To do:
When a line in the listing contains the string "above", pick it out and copy it.

Records for the exercise:

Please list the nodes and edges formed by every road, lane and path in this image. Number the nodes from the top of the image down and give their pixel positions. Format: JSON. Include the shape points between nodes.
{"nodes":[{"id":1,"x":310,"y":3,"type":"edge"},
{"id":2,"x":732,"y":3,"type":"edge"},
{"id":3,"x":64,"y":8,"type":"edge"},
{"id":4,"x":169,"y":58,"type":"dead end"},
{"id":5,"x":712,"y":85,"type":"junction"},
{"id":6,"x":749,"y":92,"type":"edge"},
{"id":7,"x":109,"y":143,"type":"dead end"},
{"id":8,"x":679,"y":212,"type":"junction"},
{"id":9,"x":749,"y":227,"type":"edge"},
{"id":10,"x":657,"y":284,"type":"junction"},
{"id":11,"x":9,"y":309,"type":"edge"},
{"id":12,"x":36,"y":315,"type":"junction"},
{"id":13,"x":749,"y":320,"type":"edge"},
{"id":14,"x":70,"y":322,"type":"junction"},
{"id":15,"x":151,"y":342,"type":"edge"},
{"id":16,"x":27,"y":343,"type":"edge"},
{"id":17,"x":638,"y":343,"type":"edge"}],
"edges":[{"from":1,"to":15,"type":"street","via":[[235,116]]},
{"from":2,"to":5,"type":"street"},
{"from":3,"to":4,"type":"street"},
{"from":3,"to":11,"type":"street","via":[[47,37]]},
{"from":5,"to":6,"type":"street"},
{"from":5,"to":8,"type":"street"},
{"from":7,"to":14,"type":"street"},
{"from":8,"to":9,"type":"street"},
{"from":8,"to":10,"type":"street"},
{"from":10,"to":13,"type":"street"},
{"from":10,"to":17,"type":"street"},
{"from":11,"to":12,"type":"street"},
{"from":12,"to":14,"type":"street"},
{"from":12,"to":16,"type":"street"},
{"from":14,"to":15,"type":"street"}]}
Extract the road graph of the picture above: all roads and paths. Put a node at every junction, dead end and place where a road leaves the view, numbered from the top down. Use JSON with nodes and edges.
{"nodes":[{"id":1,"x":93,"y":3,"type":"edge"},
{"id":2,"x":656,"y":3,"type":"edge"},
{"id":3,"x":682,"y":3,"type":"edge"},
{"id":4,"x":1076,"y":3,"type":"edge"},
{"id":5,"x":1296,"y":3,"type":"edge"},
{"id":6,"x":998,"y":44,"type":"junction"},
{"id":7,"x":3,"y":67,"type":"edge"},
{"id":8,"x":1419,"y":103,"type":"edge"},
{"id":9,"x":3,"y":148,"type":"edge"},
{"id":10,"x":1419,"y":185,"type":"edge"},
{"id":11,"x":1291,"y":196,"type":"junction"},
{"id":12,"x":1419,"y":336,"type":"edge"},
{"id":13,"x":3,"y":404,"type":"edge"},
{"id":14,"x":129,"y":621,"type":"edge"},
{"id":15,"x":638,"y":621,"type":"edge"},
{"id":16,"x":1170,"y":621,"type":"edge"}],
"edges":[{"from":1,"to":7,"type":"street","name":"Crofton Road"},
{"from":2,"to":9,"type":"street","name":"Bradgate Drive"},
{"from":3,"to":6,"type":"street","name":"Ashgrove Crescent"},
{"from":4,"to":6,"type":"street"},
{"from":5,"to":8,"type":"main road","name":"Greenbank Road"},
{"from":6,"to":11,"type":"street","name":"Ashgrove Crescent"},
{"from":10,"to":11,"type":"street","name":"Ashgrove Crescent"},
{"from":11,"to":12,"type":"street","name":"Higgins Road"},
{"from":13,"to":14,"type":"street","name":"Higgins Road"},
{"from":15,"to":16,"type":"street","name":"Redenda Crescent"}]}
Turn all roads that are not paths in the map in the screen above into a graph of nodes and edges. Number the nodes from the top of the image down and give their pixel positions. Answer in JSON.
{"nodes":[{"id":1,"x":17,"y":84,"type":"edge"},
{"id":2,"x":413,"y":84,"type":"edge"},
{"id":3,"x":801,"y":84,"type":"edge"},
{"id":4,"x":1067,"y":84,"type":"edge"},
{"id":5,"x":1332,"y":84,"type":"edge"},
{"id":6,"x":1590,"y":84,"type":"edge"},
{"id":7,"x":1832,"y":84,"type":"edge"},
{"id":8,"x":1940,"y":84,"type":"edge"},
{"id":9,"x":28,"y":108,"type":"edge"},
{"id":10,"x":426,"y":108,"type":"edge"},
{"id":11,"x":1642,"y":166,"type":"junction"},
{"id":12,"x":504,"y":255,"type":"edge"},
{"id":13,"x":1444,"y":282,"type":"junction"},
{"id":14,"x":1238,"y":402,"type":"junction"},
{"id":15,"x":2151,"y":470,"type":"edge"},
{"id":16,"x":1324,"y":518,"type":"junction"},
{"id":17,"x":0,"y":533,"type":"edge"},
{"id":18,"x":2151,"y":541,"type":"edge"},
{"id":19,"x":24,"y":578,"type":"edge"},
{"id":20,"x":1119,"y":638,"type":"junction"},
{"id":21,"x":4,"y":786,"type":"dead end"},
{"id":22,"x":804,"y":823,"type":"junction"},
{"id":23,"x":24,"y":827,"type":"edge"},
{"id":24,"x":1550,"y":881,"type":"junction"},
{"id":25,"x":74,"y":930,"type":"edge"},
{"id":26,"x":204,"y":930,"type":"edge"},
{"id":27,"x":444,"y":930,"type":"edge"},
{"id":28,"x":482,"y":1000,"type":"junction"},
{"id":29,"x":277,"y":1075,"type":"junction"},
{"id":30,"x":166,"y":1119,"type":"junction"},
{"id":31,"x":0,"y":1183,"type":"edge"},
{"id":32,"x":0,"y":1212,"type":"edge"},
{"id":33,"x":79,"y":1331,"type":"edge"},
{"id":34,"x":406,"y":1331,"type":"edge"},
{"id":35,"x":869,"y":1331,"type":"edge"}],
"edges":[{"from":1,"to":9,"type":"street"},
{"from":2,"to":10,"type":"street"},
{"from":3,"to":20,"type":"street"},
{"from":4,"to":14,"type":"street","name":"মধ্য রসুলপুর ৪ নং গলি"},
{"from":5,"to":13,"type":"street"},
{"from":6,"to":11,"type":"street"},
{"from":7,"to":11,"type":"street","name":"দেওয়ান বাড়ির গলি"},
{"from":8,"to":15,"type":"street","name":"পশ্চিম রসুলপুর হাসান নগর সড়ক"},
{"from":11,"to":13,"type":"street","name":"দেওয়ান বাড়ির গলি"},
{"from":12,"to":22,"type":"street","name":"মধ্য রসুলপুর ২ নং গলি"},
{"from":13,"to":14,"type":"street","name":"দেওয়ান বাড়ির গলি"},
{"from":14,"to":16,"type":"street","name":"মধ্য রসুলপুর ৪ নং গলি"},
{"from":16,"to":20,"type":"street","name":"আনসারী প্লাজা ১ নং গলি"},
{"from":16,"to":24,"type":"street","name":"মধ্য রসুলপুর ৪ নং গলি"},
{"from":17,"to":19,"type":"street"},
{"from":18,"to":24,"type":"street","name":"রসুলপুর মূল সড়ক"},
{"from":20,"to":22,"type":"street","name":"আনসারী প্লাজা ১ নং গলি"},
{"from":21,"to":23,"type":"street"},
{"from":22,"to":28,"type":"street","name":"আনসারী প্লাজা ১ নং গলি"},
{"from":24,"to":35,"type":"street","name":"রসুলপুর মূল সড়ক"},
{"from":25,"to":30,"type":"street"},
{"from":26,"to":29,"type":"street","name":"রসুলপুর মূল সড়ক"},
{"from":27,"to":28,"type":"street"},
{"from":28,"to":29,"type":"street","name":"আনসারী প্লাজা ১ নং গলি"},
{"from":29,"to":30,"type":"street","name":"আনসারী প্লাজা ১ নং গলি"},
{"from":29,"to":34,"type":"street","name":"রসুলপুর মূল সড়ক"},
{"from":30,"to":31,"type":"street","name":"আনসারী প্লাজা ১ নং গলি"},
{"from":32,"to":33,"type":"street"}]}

Response below:
Extract the road graph of the picture above: all roads and paths. Put a node at every junction, dead end and place where a road leaves the view, numbered from the top down. Use JSON with nodes and edges.
Turn all roads that are not paths in the map in the screen above into a graph of nodes and edges. Number the nodes from the top of the image down and give their pixel positions. Answer in JSON.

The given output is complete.